(EXTRACTED DATA)
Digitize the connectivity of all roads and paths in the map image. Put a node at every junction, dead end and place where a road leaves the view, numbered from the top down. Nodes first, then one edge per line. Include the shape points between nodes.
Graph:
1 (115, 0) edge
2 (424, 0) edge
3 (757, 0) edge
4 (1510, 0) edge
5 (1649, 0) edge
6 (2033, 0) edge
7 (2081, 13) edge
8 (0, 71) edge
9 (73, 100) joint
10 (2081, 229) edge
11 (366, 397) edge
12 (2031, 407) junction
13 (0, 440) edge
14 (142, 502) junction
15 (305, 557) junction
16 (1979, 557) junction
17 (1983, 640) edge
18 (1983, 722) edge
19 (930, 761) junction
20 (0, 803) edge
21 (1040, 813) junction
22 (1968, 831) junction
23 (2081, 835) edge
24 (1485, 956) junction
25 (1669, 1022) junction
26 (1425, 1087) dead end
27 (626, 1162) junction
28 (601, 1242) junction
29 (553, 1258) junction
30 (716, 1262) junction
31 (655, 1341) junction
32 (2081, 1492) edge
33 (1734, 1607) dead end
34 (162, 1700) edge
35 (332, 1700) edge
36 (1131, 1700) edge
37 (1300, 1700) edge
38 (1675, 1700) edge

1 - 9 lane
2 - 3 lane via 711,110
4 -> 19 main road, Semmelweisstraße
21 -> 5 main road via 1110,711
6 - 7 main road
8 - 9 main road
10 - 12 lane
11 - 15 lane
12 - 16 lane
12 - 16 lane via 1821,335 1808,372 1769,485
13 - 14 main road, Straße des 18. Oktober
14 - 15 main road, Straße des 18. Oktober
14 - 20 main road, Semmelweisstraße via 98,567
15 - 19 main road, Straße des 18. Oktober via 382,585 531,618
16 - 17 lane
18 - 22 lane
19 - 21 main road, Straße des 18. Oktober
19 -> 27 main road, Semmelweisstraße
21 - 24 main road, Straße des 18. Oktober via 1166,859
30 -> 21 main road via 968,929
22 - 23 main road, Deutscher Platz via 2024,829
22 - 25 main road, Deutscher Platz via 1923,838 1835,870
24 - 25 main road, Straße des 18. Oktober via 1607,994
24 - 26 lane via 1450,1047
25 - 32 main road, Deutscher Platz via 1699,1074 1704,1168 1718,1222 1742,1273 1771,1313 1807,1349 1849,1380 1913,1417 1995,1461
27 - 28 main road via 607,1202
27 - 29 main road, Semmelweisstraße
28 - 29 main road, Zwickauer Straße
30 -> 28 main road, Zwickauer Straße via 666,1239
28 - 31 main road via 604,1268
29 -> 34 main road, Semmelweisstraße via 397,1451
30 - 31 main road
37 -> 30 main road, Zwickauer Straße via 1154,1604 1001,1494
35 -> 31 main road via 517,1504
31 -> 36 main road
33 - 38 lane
(End EXTRACTED DATA)
● TASK TO CARRY OUT
Reprint the entries above in full, exactly as they are.

● RESULT OF THE EXERCISE
Digitize the connectivity of all roads and paths in the map image. Put a node at every junction, dead end and place where a road leaves the view, numbered from the top down. Nodes first, then one edge per line. Include the shape points between nodes.
Graph:
1 (115, 0) edge
2 (424, 0) edge
3 (757, 0) edge
4 (1510, 0) edge
5 (1649, 0) edge
6 (2033, 0) edge
7 (2081, 13) edge
8 (0, 71) edge
9 (73, 100) joint
10 (2081, 229) edge
11 (366, 397) edge
12 (2031, 407) junction
13 (0, 440) edge
14 (142, 502) junction
15 (305, 557) junction
16 (1979, 557) junction
17 (1983, 640) edge
18 (1983, 722) edge
19 (930, 761) junction
20 (0, 803) edge
21 (1040, 813) junction
22 (1968, 831) junction
23 (2081, 835) edge
24 (1485, 956) junction
25 (1669, 1022) junction
26 (1425, 1087) dead end
27 (626, 1162) junction
28 (601, 1242) junction
29 (553, 1258) junction
30 (716, 1262) junction
31 (655, 1341) junction
32 (2081, 1492) edge
33 (1734, 1607) dead end
34 (162, 1700) edge
35 (332, 1700) edge
36 (1131, 1700) edge
37 (1300, 1700) edge
38 (1675, 1700) edge

1 - 9 lane
2 - 3 lane via 711,110
4 -> 19 main road, Semmelweisstraße
21 -> 5 main road via 1110,711
6 - 7 main road
8 - 9 main road
10 - 12 lane
11 - 15 lane
12 - 16 lane
12 - 16 lane via 1821,335 1808,372 1769,485
13 - 14 main road, Straße des 18. Oktober
14 - 15 main road, Straße des 18. Oktober
14 - 20 main road, Semmelweisstraße via 98,567
15 - 19 main road, Straße des 18. Oktober via 382,585 531,618
16 - 17 lane
18 - 22 lane
19 - 21 main road, Straße des 18. Oktober
19 -> 27 main road, Semmelweisstraße
21 - 24 main road, Straße des 18. Oktober via 1166,859
30 -> 21 main road via 968,929
22 - 23 main road, Deutscher Platz via 2024,829
22 - 25 main road, Deutscher Platz via 1923,838 1835,870
24 - 25 main road, Straße des 18. Oktober via 1607,994
24 - 26 lane via 1450,1047
25 - 32 main road, Deutscher Platz via 1699,1074 1704,1168 1718,1222 1742,1273 1771,1313 1807,1349 1849,1380 1913,1417 1995,1461
27 - 28 main road via 607,1202
27 - 29 main road, Semmelweisstraße
28 - 29 main road, Zwickauer Straße
30 -> 28 main road, Zwickauer Straße via 666,1239
28 - 31 main road via 604,1268
29 -> 34 main road, Semmelweisstraße via 397,1451
30 - 31 main road
37 -> 30 main road, Zwickauer Straße via 1154,1604 1001,1494
35 -> 31 main road via 517,1504
31 -> 36 main road
33 - 38 lane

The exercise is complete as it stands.